Mamo, zajrzyj na stronę, podpisz petycję
O perfumach "My First Poison" i akcji firmy Clovin możecie przeczytać na stronie www.myfirstpoison.pl. A informacje mogą być sporym zaskoczeniem dla świadomych mam. Potrzebne jest także wsparcie i podpisy petycji skierowanej do Przewodniczącej Parlamentu UE, Roberty Metsoli i wszystkich mam z Parlamentu UE. Gotowy apel i informacje jak oddać głos także znajdują się na tej stronie.
Buteleczki z "perfumami" mają wielką szansę, by wpłynąć na zmianę oznaczeń na etykietach. Stosowne dyrektywy pozwolą krajom UE prawidłowo oznaczać produkty zawierające te substancje, a konsumentkom decydować, czy chcą ryzykować, czy poszukać zamienników bez składników czynnych hormonalnie. Własne programy ochrony przed tymi substancjami wprowadzają już niektóre kraje europejskie, jak Dania, Francja i Belgia. Niestety w Polsce nie podejmuje się takich działań..
- To walka o nowe standardy bezpieczeństwa i prawo do pełnej informacji dla konsumentów. I szansa na stworzenie w przyszłości bezpiecznej, nietoksycznej Europy – czytamy w petycji.
Wykorzystajmy siłę Internetu
Znane i lubiane mamy z pierwszych stron gazet bardzo chętnie dzielą się swoją wiedzą o wychowaniu dzieci na społecznościowych portalach, stronach, Instagramach, Tik-Tokach czy Facebookach.

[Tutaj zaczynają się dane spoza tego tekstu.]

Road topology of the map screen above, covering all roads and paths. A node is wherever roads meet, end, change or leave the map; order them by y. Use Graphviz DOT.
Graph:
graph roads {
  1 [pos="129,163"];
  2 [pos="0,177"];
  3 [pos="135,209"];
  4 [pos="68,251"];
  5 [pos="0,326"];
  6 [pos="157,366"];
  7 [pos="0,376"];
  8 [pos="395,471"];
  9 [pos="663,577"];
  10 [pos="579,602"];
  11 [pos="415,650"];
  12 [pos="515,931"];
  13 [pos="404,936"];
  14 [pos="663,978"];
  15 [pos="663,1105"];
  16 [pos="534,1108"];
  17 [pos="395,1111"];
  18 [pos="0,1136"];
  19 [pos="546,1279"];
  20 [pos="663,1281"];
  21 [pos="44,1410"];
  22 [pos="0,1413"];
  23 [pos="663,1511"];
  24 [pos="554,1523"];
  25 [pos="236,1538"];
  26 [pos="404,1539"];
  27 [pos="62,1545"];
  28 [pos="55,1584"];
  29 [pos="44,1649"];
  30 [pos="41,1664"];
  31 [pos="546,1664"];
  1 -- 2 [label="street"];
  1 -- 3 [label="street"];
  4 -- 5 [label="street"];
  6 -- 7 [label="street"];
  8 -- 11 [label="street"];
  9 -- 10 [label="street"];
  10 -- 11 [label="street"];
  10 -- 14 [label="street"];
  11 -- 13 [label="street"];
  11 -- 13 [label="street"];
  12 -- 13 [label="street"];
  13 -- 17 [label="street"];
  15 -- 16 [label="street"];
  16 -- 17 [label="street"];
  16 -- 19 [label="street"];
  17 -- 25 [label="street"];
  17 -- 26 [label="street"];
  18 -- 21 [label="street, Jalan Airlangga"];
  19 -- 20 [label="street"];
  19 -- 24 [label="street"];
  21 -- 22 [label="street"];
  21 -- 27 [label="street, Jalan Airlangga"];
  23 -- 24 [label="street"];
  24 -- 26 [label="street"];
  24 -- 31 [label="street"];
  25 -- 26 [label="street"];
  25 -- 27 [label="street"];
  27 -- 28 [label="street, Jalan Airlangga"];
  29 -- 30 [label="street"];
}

Ich rady często powodują lawinę komentarzy, są przyczyną kłótni pomiędzy fankami.
Te najbardziej zajadłe i przekonane o swojej nieomylności mamy nazywane są złośliwie "madkami". Mimo wszystko to dobrze, że takie spory się toczą, bo każda wymiana opinii jest sposobem na prostowanie fałszywych informacji, niesprawdzonych porad domorosłych dietetyków czy specjalistów od rozwoju i wychowania dzieci.
Tę siłę Internetu można wykorzystać. By zwiększyć naszą świadomość i zadbać o przyszłość naszych dzieci. To na pewno się uda, bo czym jest matczyna miłość?
Czułością, oddaniem, bliskością, troską, ale i uważną opieką, która sprawia, że nasze maleństwa rosną zdrowo i szczęśliwie. Prawidłowy, komfortowy rozwój dziecka jest powodem do dumy i radości każdej świadomej mamy. A jeśli możemy zrobić coś, żeby uchronić nasze dzieci przed narażeniem na nieznane niebezpieczeństwo, to warto. Warto tę wiedzę zdobywać i to nie tylko z okazji Dnia Matki.